Yes. Also it would be action without a reaction, and it would serve equally to power an ancient jalopy or an aeroplane. Only, an aeroplane wouldn't need wings because the same molecular thrust could lift it, and that meant that it could furnish a drive for a spaceship and provide the direct means for the conquest of the stars.
And Bud Gregory had devised it to make his ancient car climb hills! "Then one day I seen some dirt-track races," explained Bud Gregory. "I seen fellas bettin' on 'em, so I made a deal with a driver and put my dinkus on his car. He could go faster, so he won, and I'd bet on him, and won some, too. It was pretty easy money, Mr. Murfree, and I don't never figure on workin' myself to death."
"Whatever you use with that drive gets cold," Murfree said dully.
"Yeah," said Bud Gregory nodding. "I use the motor to pull the car, and it gets cold. That's why I run the motor, so's it won't get too cold to push.

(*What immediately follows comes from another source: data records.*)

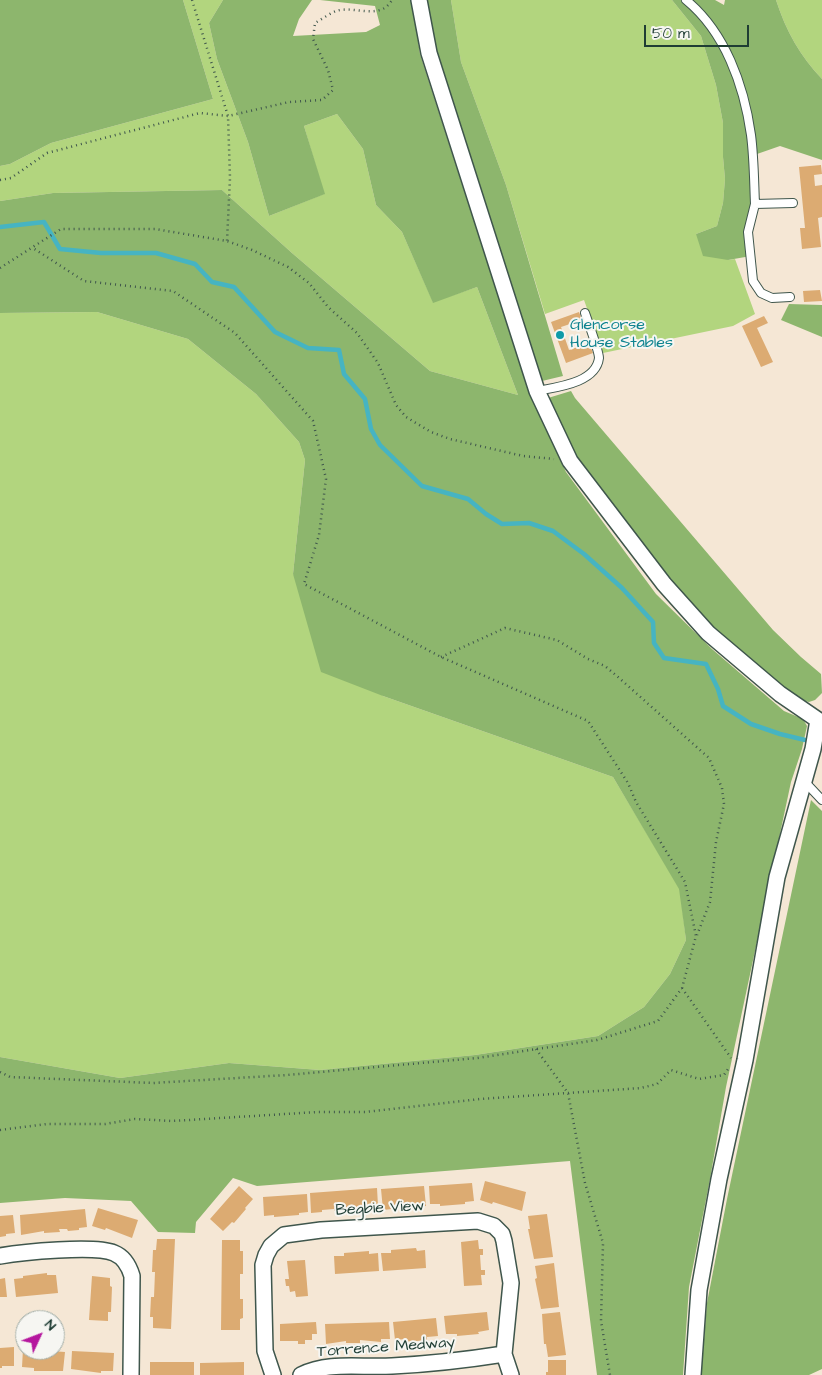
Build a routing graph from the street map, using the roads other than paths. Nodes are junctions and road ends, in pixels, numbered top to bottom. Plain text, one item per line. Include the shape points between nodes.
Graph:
1 (419, 0) edge
2 (686, 0) edge
3 (793, 203) dead end
4 (755, 204) junction
5 (790, 297) dead end
6 (585, 313) dead end
7 (537, 390) junction
8 (804, 780) junction
9 (822, 800) edge
10 (0, 1256) edge
11 (504, 1354) junction
12 (131, 1375) edge
13 (273, 1375) edge
14 (301, 1375) edge
15 (512, 1375) edge
16 (693, 1375) edge

1 - 7 street via 429,53
2 - 4 lane via 719,37 739,82 751,134
3 - 4 lane
4 - 5 lane via 748,232 754,281 761,293 772,298
6 - 7 lane via 599,357 594,371 556,388
7 - 8 street via 570,461 664,584 708,633 780,694 818,720
8 - 9 lane
8 - 16 street via 776,877 739,1060 699,1290
10 - 12 street via 88,1249 112,1252 123,1258 132,1276
11 - 13 street, Begbie View via 511,1284 502,1234 494,1226 478,1221 321,1230 284,1235 266,1255 263,1265 265,1351
11 - 14 street, Torrence Medway via 441,1364 325,1366
11 - 15 street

I been followin' the dirt-track races ever since," he added, "rentin' out my dinkus to drivers an' bettin' on 'em."
AT THIS, Murfree, kidnaped and with his head one monstrous ache, felt again that helpless, irritated envy with which Bud Gregory always inspired him.

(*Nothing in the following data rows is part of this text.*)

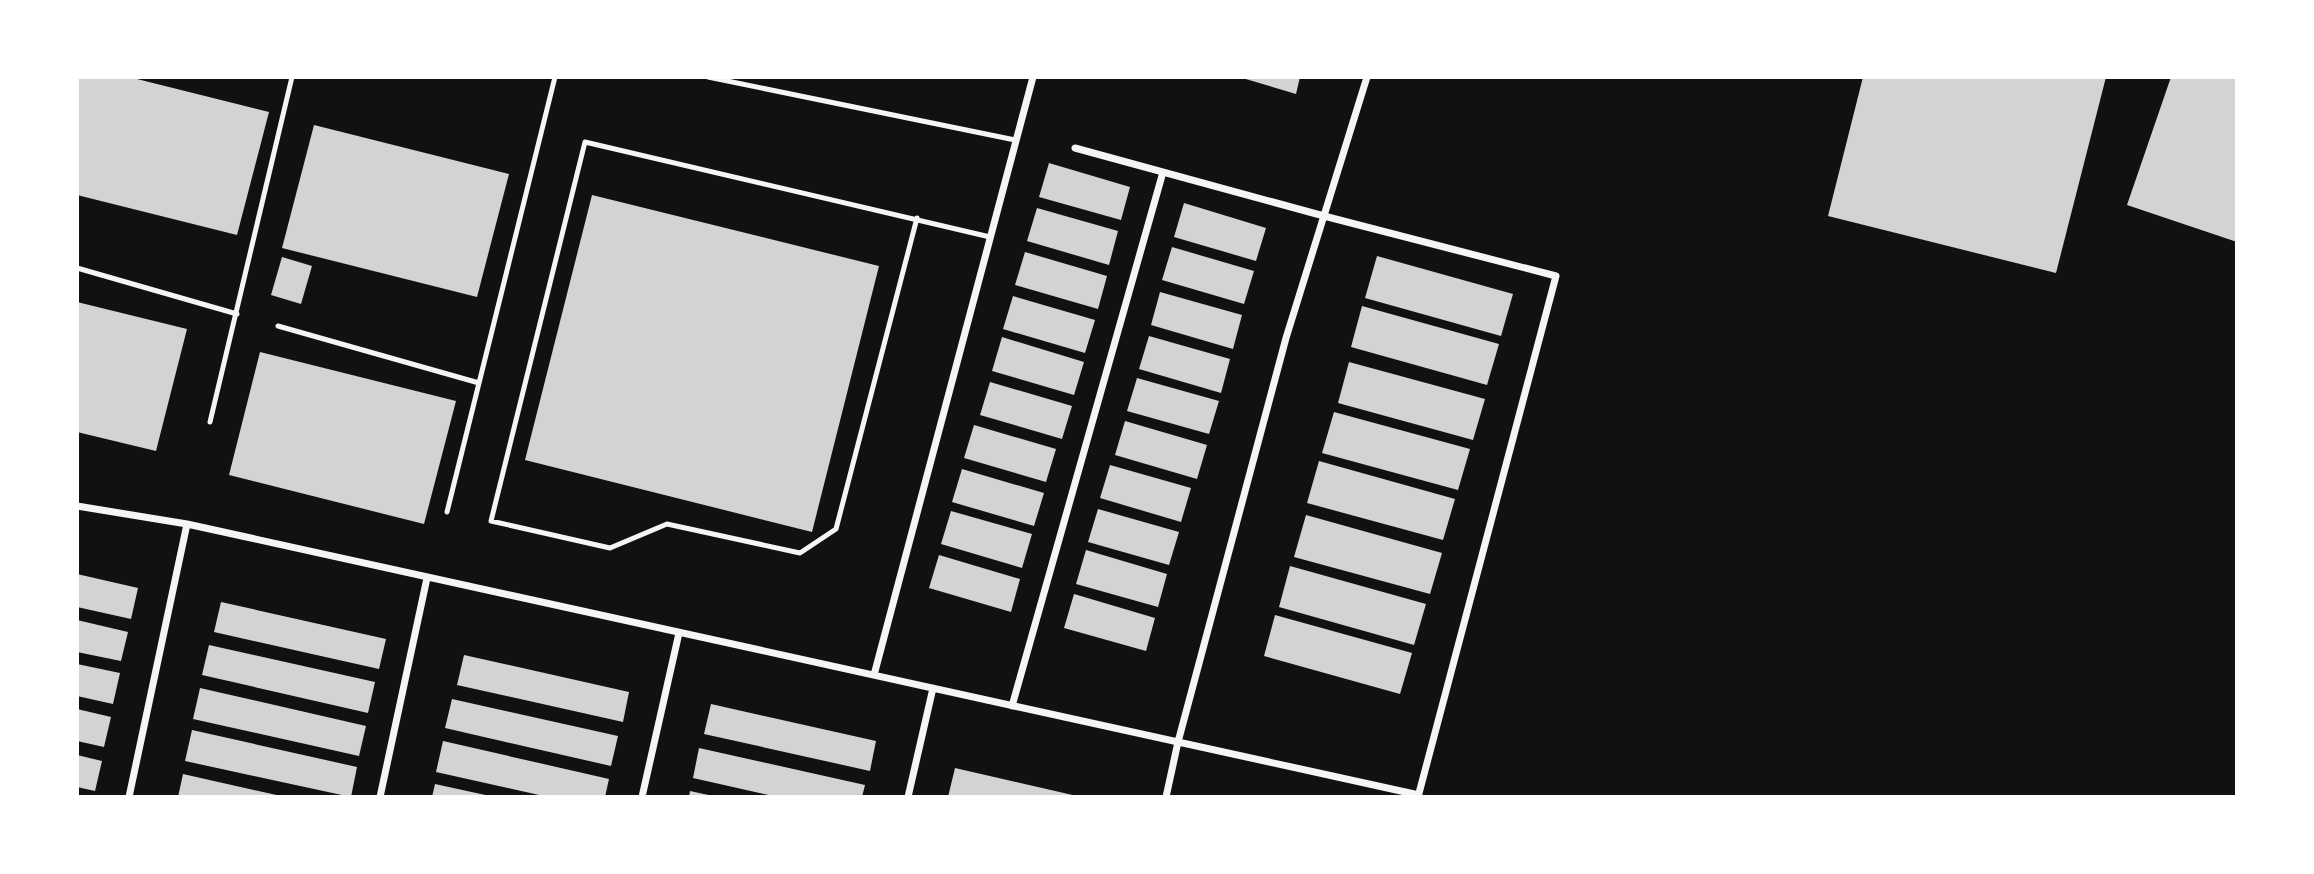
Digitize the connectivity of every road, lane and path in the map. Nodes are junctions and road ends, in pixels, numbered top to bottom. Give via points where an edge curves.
1 (292, 77) edge
2 (555, 77) edge
3 (708, 77) edge
4 (1033, 77) edge
5 (1367, 77) edge
6 (1015, 140) junction
7 (1075, 148) dead end
8 (1163, 172) junction
9 (1324, 216) junction
10 (917, 218) junction
11 (990, 237) junction
12 (77, 268) edge
13 (237, 314) junction
14 (278, 326) dead end
15 (479, 383) junction
16 (211, 422) dead end
17 (77, 506) edge
18 (447, 512) dead end
19 (187, 524) junction
20 (427, 578) junction
21 (679, 633) junction
22 (874, 675) junction
23 (933, 688) junction
24 (1012, 706) junction
25 (1178, 742) junction
26 (1418, 796) edge
27 (129, 797) edge
28 (380, 797) edge
29 (642, 797) edge
30 (908, 797) edge
31 (1166, 797) edge

1 - 13 lane
2 - 15 lane
3 - 6 lane
4 - 6 street
5 - 9 street
6 - 11 street
7 - 8 street
8 - 9 street
8 - 24 street
9 - 25 street via 1286,338
9 - 26 street via 1556,276
10 - 10 lane via 585,142 491,521 610,548 667,524 800,553 836,529
10 - 11 lane
11 - 22 street
12 - 13 lane
13 - 16 lane
14 - 15 lane
15 - 18 lane
17 - 19 street
19 - 20 street
19 - 27 street
20 - 21 street
20 - 28 street
21 - 22 street
21 - 29 street
22 - 23 street
23 - 24 street
23 - 30 street
24 - 25 street
25 - 26 street
25 - 31 street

Bud had made a heat transformer which turned heat directly into kinetic energy! He'd made a device which could replace every motor on earth by a simpler element, and raise the amount of power available by an astronomical figure! He'd created an invention which could go far toward making Earth a paradise and mistress of far-flung planets —and he used it to win dirt-track races so he could bet two or four or five dollars at a time and so live without working!
Now that same device—which could mean the survival of humanity in those distant ages when the sun begins to cool—that same device would now be applied to provide thieves and holdup men with getaway cars the police could not overtake!
Murfree did not believe his captors were spies or aliens. They were simply criminals. And presently they would very probably kill him, because they'd want the secret of their success to remain a secret and Bud Gregory would doubtless be kept a prisoner as long as he was useful.
And meanwhile that European Power would pile one sardonic demand upon another—making sure that America did not prepare defense—until either the United States adopted the alien social system out of sheer necessity, or was wiped out in blasts of atomic flames.
But there was no use talking about it. Bud Gregory could not grasp the emergency, and these criminals would look upon it shrewdly as simply an opportunity for large-scale activity of their own variety. Murfree felt the motion of the car more and more violently in his throbbing head. Vibration was agonizing. The after-effects of the crack on his head manifested themselves, too. Suddenly, from a combination of weakness and pain and exhaustion and a form of surgical shock, he fell into a heavy, unnatural sleep.
And just at the moment that Murfree lapsed into something like a coma-like slumber, the President of the United States took a momentous and quite illegal decision. By law he could comply with the request of the European Power for the grounding and dismantling of all United States aircraft, and for the decommissioning of the battle fleet. By law he could not take any particular action in the situation as it stood. But he did do something. His jaw set, he wrote formal and quite improper orders in his own handwriting. He gave those orders personally to certain high-ranking officers.
"Perhaps this is treason," said the President bitterly. "But I won't see this country go down without a fight! The laws seem to require it, but for once to the devil with the laws! If those rascals over there want a fight, they'll get it. But they won't get an inch more of concession from us without a fight."
And after that, of course, it was simply a question of whether the President's orders could be carried out before the European Power learned that they had been issued. One way, America would be ready to give back as good as it got. The other way meant ruin!